A. Field of Invention
The present invention relates to a laser system having an optical fiber doped with Praseodymium (Pr.sup.3+). The laser system energizes the Pr.sup.3+ to produce a optical gain by the .sup.1 G -.sup.3 H.sub.5 transition at a wavelength in the range of about 1.25 to 1.34 microns. The optical fiber can be glass, crystalline, or a combination thereof, and made out of a halide or chalcogenide host or combinations thereof. The optical fiber can be energized by direct pumping of the Pr.sup.3+ or by indirect pumping, by using rare earths and other sensitizers as co-dopants located in a region of the optical fiber so that they can absorb pump energy and transfer excitation to the Pr.sup.3+. The optical fiber can be incorporated into an amplifier, an oscillator, or a superluminescence source. The output can be applied to communications, a gyroscope or other sensors, printing, and medical instruments.
B. Description of the Related Art
There is a need to amplify optical signals in many fields of technology. In fiber optic communications, for example, to send cable television signals to many households over optical fibers, it is necessary to split the signals into many receivers. Without amplification, one would in all practicality eventually run out of signal to divide. It is through amplification (increasing the strength of the signal) that such signals can be provided to many households. One way to amplify the light signals is to convert them to electrical signals, amplify the electrical signals, and then reconvert the electrical signals back to light again. This is a relatively complicated and expensive approach, but it is necessary where there is no known, practical device that can optically amplify the relevant region of the light spectrum.
For example, prior to this invention, it has been essentially necessary to use electrical rather than optical amplification for one of the primary wavelengths used in communications (1.25-1.34 microns).
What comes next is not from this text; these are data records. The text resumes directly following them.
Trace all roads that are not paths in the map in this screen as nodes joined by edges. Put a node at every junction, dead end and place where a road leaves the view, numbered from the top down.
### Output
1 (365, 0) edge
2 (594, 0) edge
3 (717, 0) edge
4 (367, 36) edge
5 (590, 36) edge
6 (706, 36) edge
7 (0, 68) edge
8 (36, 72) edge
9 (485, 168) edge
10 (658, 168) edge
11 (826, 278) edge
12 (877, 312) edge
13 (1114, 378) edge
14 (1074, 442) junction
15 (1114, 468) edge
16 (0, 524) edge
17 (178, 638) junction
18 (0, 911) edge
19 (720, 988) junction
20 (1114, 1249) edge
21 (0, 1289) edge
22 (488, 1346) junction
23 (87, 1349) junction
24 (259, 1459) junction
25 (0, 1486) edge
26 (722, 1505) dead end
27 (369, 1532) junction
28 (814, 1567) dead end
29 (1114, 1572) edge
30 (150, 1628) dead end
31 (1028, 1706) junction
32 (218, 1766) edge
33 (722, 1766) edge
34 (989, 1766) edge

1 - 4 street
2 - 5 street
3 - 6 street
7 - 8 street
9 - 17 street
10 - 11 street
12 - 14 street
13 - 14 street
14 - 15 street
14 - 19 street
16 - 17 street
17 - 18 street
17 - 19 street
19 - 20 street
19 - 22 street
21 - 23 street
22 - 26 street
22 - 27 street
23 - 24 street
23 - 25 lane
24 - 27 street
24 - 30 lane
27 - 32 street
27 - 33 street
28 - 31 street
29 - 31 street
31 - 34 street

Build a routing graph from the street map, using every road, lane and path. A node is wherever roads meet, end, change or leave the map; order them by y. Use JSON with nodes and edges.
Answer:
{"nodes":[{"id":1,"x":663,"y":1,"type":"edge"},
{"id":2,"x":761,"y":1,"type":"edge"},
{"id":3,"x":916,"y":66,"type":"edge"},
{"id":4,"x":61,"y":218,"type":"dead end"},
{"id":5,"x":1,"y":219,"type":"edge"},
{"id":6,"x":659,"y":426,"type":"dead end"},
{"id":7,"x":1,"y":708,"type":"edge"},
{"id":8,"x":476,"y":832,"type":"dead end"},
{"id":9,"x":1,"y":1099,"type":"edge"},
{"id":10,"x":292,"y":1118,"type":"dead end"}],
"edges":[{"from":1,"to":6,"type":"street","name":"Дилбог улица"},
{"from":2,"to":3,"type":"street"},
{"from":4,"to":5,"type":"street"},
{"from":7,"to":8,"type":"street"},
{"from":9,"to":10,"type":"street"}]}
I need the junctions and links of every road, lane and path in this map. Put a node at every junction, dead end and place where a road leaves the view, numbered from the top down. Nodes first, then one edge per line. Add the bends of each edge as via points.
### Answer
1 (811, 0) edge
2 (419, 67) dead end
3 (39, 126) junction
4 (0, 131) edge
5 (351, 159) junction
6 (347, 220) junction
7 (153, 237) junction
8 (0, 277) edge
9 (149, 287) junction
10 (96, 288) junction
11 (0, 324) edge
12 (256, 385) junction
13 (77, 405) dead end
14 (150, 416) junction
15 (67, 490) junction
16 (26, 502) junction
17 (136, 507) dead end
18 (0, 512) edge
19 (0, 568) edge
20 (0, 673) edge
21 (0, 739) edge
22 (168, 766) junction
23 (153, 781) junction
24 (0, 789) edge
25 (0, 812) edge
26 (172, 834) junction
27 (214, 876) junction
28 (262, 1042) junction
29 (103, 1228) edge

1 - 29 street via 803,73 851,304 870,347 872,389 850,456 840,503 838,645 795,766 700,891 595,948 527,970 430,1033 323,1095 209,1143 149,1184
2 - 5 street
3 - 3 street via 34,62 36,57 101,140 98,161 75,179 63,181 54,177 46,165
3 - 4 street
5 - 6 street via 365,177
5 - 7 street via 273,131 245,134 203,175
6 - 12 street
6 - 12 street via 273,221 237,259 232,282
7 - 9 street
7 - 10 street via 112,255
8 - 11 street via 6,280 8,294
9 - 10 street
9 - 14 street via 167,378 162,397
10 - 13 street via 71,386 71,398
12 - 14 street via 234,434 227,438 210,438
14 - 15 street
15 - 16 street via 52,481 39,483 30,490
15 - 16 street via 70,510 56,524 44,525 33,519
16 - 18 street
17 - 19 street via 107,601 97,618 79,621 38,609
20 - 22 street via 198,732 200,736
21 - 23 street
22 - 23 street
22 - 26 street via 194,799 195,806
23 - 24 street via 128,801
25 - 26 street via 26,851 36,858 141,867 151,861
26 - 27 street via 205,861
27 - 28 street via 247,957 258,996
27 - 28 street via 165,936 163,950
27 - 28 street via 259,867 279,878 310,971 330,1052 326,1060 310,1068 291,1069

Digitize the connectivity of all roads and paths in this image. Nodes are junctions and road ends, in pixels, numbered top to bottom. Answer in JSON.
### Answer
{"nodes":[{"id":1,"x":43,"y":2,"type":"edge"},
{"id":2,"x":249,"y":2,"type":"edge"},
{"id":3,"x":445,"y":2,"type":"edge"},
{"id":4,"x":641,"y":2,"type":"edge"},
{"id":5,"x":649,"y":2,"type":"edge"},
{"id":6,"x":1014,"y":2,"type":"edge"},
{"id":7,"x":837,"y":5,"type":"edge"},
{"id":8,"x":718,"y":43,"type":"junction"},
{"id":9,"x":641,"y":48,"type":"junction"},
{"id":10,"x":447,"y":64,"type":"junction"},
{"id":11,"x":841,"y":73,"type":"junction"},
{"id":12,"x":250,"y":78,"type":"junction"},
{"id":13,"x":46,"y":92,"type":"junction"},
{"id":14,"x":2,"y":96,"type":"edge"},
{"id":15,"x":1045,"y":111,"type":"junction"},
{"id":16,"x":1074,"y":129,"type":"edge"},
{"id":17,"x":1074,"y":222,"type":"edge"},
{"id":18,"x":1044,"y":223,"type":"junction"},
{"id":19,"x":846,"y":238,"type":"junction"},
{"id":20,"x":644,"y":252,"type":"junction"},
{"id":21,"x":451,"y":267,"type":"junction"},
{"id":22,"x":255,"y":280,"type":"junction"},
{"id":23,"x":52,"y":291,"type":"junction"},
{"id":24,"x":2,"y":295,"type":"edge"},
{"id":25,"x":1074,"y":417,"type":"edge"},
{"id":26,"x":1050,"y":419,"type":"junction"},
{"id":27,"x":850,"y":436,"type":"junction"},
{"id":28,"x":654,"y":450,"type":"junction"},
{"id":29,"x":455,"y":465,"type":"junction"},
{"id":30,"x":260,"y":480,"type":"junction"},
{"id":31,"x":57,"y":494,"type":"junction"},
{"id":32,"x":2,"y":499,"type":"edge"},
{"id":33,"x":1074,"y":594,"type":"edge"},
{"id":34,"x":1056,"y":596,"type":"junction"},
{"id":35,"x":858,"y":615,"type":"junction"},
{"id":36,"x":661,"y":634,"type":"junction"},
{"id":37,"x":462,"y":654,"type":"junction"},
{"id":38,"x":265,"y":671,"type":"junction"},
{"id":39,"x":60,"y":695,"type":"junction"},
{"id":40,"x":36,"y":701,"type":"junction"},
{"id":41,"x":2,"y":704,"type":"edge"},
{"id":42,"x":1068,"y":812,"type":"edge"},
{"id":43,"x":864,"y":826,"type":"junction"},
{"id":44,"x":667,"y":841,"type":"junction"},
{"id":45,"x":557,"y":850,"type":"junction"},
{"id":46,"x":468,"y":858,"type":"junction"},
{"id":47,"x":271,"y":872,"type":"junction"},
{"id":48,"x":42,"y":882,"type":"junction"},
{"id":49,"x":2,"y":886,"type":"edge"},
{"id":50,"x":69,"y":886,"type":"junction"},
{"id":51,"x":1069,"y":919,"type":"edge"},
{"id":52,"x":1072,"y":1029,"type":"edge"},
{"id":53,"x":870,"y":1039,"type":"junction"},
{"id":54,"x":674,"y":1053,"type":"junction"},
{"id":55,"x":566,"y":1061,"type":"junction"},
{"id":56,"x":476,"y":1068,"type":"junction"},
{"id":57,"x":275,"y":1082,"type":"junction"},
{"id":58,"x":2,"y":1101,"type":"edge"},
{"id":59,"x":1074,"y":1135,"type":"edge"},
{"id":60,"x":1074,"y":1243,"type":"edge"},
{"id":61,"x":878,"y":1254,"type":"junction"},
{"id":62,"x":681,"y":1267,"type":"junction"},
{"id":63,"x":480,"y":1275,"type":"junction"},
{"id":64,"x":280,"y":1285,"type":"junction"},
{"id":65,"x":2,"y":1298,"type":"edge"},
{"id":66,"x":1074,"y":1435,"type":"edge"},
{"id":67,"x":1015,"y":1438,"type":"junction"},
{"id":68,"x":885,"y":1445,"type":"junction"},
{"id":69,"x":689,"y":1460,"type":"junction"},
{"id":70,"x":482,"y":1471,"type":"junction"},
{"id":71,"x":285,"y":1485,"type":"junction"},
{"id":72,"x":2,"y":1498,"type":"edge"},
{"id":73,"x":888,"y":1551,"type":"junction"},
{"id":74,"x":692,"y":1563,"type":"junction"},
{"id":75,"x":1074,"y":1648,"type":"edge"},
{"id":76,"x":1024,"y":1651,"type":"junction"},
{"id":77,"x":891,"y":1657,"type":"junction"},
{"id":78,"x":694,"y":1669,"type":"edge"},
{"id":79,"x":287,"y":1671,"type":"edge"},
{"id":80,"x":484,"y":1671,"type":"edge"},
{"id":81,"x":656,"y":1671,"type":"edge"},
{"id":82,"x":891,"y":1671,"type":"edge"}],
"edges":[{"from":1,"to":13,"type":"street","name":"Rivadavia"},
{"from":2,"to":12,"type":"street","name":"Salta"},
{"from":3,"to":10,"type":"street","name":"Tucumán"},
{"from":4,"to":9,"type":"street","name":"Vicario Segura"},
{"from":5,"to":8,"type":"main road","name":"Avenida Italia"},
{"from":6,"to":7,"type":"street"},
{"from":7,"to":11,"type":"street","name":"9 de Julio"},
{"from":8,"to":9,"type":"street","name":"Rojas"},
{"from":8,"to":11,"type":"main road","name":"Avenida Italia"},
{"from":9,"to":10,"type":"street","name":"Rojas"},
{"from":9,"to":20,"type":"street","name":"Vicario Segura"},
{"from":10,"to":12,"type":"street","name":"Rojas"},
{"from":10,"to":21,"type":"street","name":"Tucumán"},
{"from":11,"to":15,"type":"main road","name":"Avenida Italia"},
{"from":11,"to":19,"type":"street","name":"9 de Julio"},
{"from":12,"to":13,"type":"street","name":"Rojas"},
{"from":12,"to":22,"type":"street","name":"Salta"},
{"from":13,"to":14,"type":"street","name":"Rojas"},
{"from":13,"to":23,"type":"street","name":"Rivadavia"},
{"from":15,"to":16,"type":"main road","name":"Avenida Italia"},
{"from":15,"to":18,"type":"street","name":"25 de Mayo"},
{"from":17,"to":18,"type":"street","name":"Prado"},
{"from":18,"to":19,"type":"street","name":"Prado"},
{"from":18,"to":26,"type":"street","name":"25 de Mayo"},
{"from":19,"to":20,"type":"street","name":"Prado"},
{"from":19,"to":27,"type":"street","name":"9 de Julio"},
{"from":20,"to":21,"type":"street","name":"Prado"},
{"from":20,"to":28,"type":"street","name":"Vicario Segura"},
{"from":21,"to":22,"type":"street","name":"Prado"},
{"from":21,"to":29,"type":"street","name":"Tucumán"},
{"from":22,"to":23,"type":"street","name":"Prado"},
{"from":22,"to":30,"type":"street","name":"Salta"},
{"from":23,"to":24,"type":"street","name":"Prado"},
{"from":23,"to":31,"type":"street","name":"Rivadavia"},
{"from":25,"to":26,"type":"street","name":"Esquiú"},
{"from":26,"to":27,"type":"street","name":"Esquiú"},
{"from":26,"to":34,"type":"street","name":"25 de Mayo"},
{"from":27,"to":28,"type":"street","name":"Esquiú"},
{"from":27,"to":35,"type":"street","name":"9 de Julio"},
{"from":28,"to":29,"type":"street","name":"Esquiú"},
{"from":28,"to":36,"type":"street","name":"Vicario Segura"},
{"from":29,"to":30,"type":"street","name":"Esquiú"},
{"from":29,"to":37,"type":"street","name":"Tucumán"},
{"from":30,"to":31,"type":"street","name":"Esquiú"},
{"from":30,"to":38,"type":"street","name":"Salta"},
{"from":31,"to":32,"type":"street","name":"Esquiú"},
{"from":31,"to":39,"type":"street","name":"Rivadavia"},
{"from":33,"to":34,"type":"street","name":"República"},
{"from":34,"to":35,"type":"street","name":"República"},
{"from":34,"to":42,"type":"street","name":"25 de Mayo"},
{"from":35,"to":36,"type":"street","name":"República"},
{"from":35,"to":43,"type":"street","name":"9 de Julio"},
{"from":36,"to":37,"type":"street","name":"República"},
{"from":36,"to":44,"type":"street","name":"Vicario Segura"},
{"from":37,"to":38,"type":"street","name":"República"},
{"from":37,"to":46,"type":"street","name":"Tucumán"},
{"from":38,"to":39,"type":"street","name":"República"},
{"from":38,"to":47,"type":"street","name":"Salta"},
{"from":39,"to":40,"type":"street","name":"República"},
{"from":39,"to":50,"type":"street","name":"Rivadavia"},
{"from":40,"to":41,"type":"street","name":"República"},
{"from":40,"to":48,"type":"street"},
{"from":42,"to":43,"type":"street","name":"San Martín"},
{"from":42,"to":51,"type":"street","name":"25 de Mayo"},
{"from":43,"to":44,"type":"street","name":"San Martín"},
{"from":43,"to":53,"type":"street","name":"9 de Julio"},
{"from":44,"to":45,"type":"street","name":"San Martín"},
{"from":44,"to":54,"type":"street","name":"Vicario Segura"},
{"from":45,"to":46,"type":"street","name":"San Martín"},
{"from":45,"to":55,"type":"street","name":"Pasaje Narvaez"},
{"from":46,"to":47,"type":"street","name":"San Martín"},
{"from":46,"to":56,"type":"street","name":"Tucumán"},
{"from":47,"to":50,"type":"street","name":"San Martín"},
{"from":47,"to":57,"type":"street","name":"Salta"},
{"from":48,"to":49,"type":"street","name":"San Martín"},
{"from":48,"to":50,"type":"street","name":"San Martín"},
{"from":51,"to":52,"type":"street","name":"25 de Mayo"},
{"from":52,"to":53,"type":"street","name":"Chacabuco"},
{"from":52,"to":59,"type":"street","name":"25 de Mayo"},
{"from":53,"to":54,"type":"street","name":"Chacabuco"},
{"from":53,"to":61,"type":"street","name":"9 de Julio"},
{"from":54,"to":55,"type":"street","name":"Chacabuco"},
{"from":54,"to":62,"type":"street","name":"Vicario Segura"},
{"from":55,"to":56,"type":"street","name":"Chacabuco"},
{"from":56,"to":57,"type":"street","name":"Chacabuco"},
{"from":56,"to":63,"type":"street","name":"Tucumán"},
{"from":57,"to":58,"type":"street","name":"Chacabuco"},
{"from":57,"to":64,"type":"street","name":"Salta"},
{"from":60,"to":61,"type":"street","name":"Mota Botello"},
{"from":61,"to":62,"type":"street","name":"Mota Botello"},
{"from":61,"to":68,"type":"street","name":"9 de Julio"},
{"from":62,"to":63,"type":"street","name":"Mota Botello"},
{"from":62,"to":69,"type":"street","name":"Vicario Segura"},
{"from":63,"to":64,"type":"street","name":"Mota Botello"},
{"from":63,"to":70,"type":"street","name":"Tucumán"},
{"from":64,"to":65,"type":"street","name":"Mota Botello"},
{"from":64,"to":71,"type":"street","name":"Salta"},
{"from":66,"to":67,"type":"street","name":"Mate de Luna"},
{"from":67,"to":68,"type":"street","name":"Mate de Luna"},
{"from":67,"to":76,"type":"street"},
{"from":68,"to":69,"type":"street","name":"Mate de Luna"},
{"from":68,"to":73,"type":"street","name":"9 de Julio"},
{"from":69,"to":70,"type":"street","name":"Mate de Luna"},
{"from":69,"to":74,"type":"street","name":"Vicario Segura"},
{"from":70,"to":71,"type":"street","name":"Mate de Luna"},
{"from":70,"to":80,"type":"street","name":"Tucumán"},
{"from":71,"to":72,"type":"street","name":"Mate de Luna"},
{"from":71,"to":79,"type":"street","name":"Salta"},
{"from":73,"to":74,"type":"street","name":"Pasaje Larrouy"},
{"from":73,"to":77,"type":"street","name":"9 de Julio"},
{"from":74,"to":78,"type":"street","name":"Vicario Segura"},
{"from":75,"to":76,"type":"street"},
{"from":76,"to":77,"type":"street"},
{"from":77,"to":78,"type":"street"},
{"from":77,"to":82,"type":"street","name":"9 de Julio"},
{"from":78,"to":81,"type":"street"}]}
Further, in the search to find a way to optically amplify this wavelength region, despite great efforts, solutions have been elusive. Thus, when aspects of the present invention were made public, the Wall Street Journal reported them as a "breakthrough in optical signal amplification" (on Jun. 12, 1991, in an article titled "Big Cost Savings for Fiber-Optic Systems are seen in New Way to Amplify Signals").